What you should do
The records that follow must be repeated exactly, minus the images.
─── Data supplied
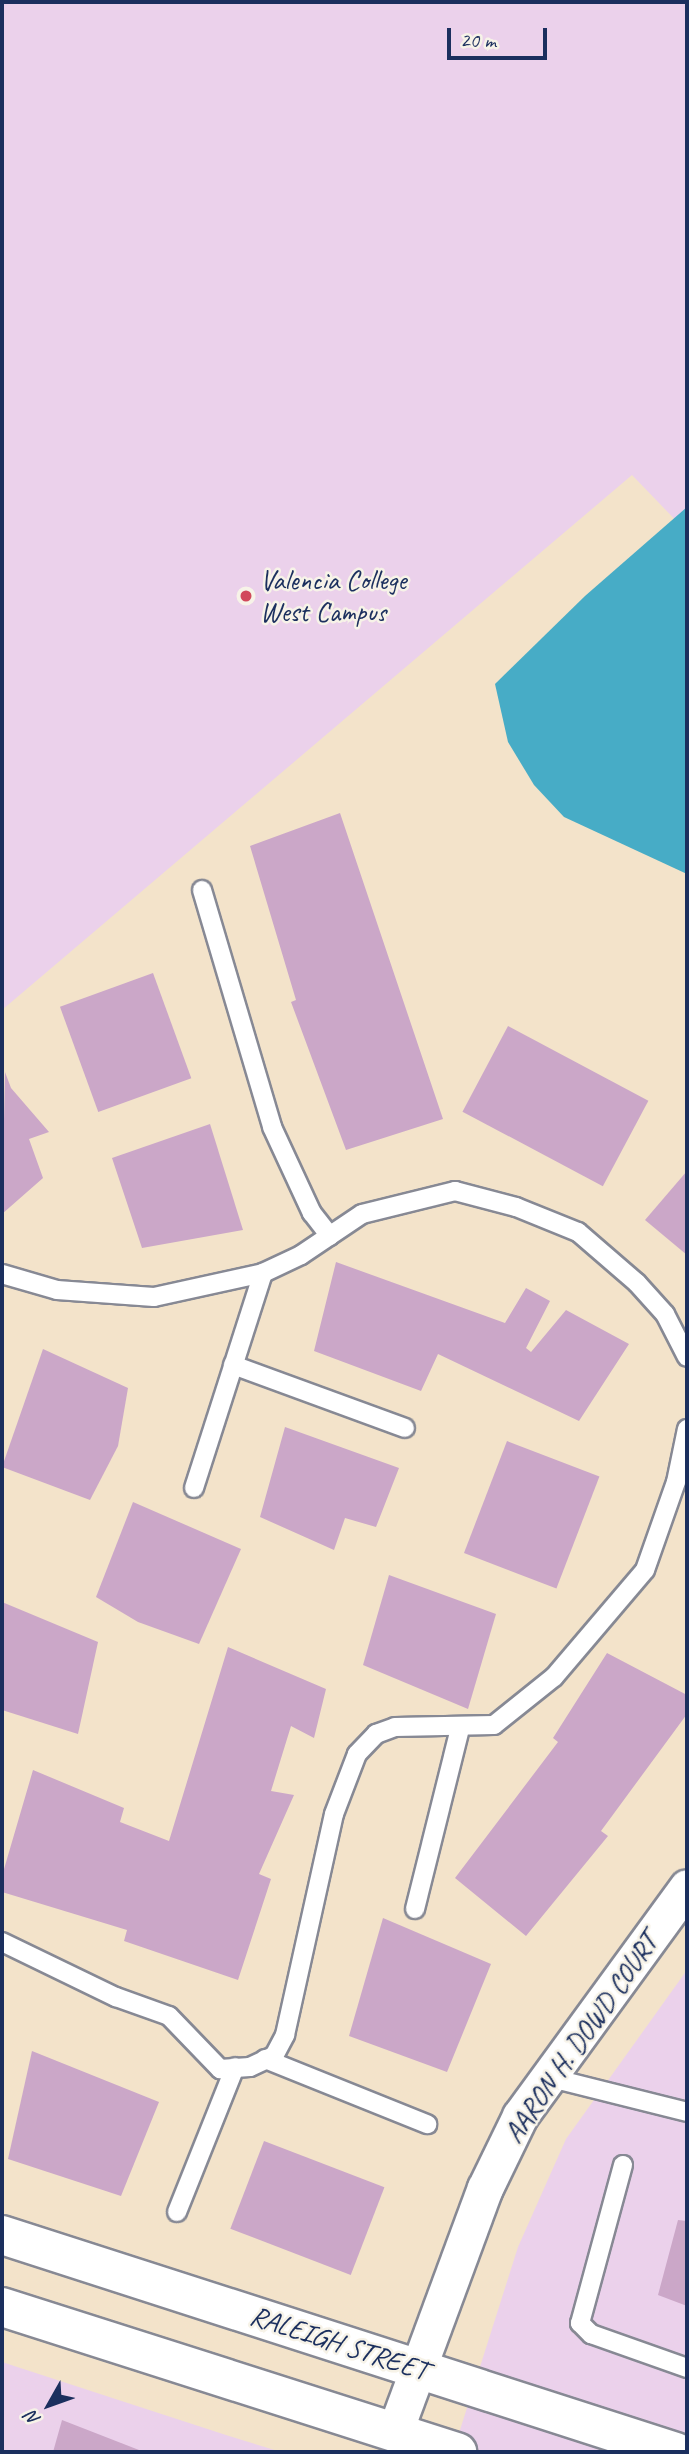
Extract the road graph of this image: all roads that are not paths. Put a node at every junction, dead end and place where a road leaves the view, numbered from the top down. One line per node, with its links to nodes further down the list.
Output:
1 (202, 890): 2 (lane)
2 (330, 1236): 3 (lane); 5 (lane)
3 (263, 1273): 4 (lane); 6 (lane)
4 (2, 1274)
5 (687, 1357)
6 (233, 1366): 7 (lane); 9 (lane)
7 (405, 1428)
8 (687, 1429): 10 (lane)
9 (194, 1488)
10 (460, 1729): 12 (lane); 14 (lane)
11 (687, 1886): 16 (street, AARON H. DOWD COURT)
12 (415, 1909)
13 (2, 1942): 15 (lane)
14 (265, 2059): 15 (lane); 18 (lane)
15 (235, 2067): 20 (lane)
16 (547, 2077): 17 (lane); 23 (street, AARON H. DOWD COURT)
17 (687, 2112)
18 (427, 2124)
19 (623, 2165): 24 (lane)
20 (177, 2212)
21 (2, 2235): 23 (street, RALEIGH STREET)
22 (2, 2307): 25 (street)
23 (415, 2367): 25 (street, AARON H. DOWD COURT); 27 (street, RALEIGH STREET)
24 (687, 2368)
25 (391, 2441): 26 (street)
26 (457, 2452)
27 (676, 2452)

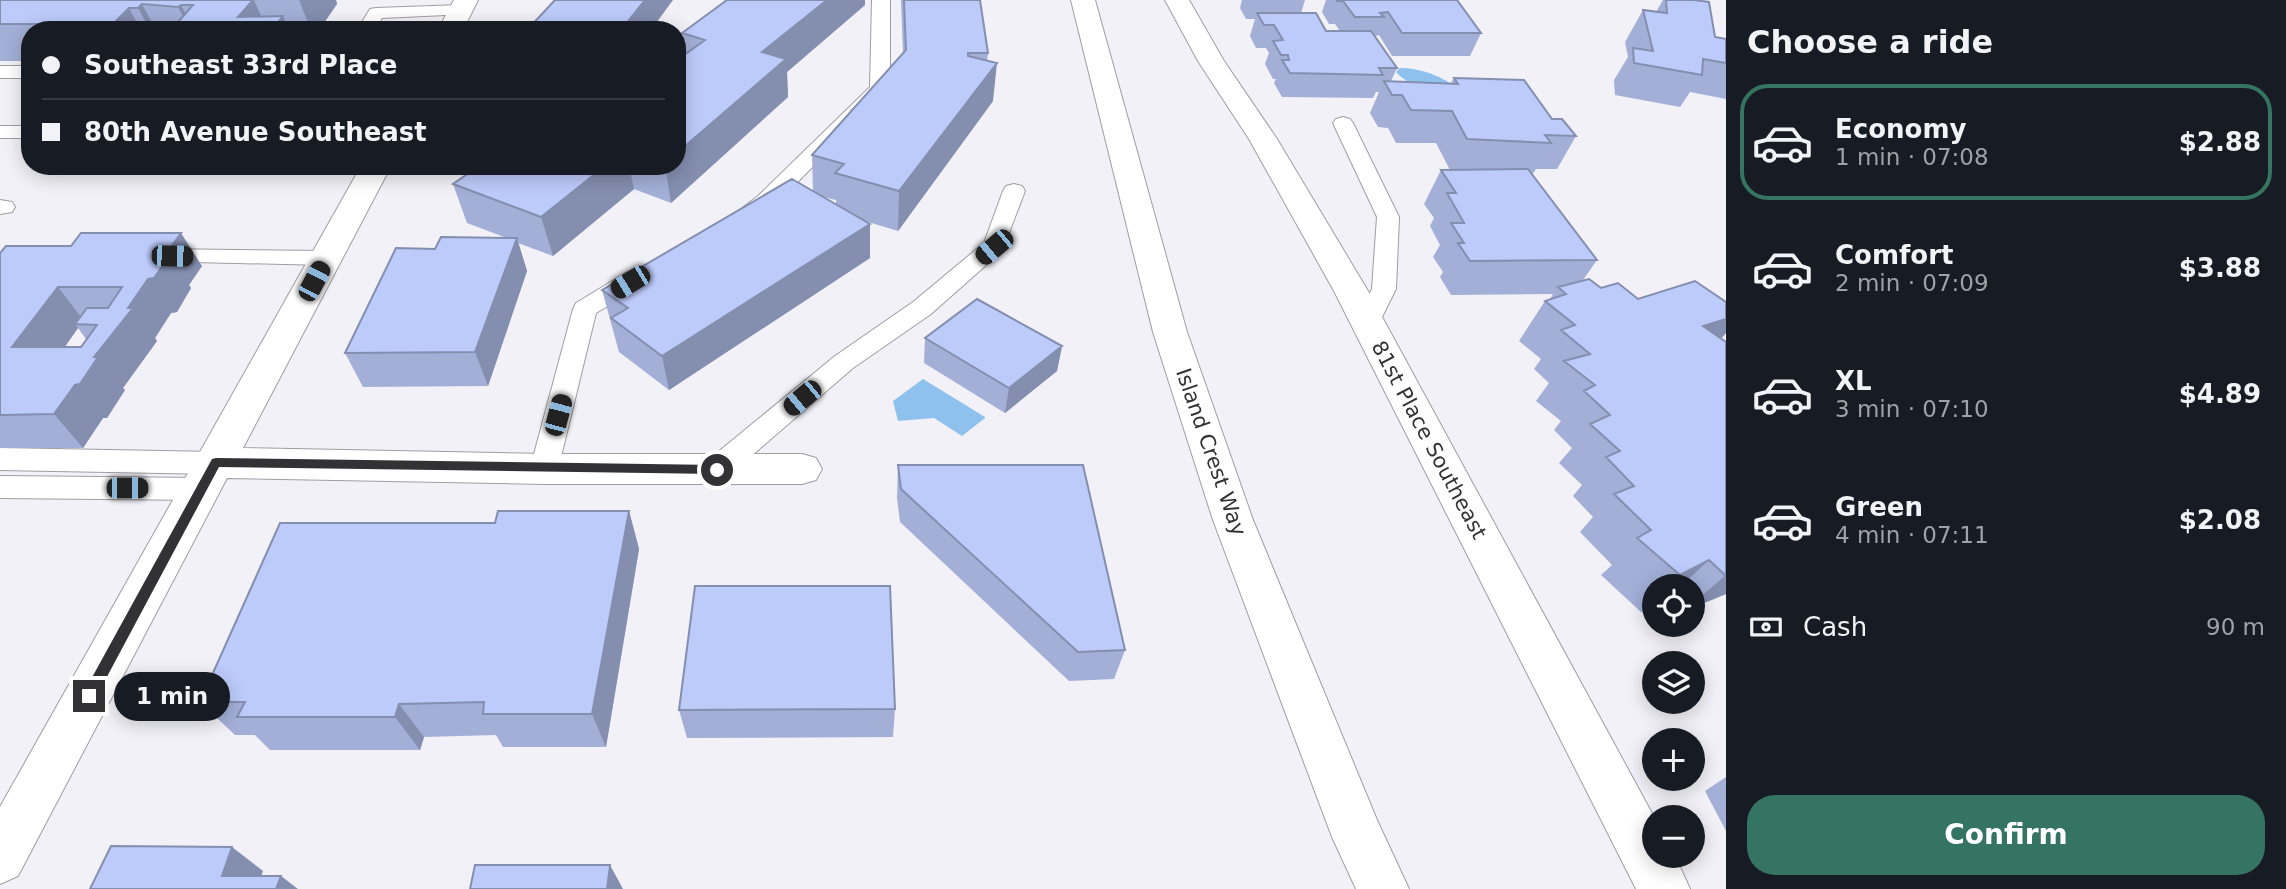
──────
Written answer
Extract the road graph of this image: all roads that are not paths. Put a node at every junction, dead end and place where a road leaves the view, numbered from the top down. One line per node, with its links to nodes further down the list.
Output:
1 (202, 890): 2 (lane)
2 (330, 1236): 3 (lane); 5 (lane)
3 (263, 1273): 4 (lane); 6 (lane)
4 (2, 1274)
5 (687, 1357)
6 (233, 1366): 7 (lane); 9 (lane)
7 (405, 1428)
8 (687, 1429): 10 (lane)
9 (194, 1488)
10 (460, 1729): 12 (lane); 14 (lane)
11 (687, 1886): 16 (street, AARON H. DOWD COURT)
12 (415, 1909)
13 (2, 1942): 15 (lane)
14 (265, 2059): 15 (lane); 18 (lane)
15 (235, 2067): 20 (lane)
16 (547, 2077): 17 (lane); 23 (street, AARON H. DOWD COURT)
17 (687, 2112)
18 (427, 2124)
19 (623, 2165): 24 (lane)
20 (177, 2212)
21 (2, 2235): 23 (street, RALEIGH STREET)
22 (2, 2307): 25 (street)
23 (415, 2367): 25 (street, AARON H. DOWD COURT); 27 (street, RALEIGH STREET)
24 (687, 2368)
25 (391, 2441): 26 (street)
26 (457, 2452)
27 (676, 2452)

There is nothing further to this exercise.